◆ Task objective:
The data below needs to be returned exactly, line for line.

◆ Supplied information:
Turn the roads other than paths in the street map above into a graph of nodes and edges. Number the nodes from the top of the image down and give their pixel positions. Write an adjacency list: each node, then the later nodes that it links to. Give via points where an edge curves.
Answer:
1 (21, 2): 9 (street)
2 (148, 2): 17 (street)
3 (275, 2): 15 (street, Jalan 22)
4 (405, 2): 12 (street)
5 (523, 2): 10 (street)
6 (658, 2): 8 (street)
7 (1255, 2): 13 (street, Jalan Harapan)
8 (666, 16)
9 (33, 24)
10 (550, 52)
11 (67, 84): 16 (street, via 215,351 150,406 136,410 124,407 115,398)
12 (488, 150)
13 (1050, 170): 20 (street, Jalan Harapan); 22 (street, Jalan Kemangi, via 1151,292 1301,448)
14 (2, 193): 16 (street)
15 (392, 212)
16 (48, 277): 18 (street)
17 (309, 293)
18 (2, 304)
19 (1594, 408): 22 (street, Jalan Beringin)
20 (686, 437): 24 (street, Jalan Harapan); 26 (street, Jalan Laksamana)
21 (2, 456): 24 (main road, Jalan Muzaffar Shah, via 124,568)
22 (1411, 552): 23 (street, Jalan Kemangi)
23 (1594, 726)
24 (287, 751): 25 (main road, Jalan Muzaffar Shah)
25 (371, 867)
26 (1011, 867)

◆ Task result:
Turn the roads other than paths in the street map above into a graph of nodes and edges. Number the nodes from the top of the image down and give their pixel positions. Write an adjacency list: each node, then the later nodes that it links to. Give via points where an edge curves.
Answer:
1 (21, 2): 9 (street)
2 (148, 2): 17 (street)
3 (275, 2): 15 (street, Jalan 22)
4 (405, 2): 12 (street)
5 (523, 2): 10 (street)
6 (658, 2): 8 (street)
7 (1255, 2): 13 (street, Jalan Harapan)
8 (666, 16)
9 (33, 24)
10 (550, 52)
11 (67, 84): 16 (street, via 215,351 150,406 136,410 124,407 115,398)
12 (488, 150)
13 (1050, 170): 20 (street, Jalan Harapan); 22 (street, Jalan Kemangi, via 1151,292 1301,448)
14 (2, 193): 16 (street)
15 (392, 212)
16 (48, 277): 18 (street)
17 (309, 293)
18 (2, 304)
19 (1594, 408): 22 (street, Jalan Beringin)
20 (686, 437): 24 (street, Jalan Harapan); 26 (street, Jalan Laksamana)
21 (2, 456): 24 (main road, Jalan Muzaffar Shah, via 124,568)
22 (1411, 552): 23 (street, Jalan Kemangi)
23 (1594, 726)
24 (287, 751): 25 (main road, Jalan Muzaffar Shah)
25 (371, 867)
26 (1011, 867)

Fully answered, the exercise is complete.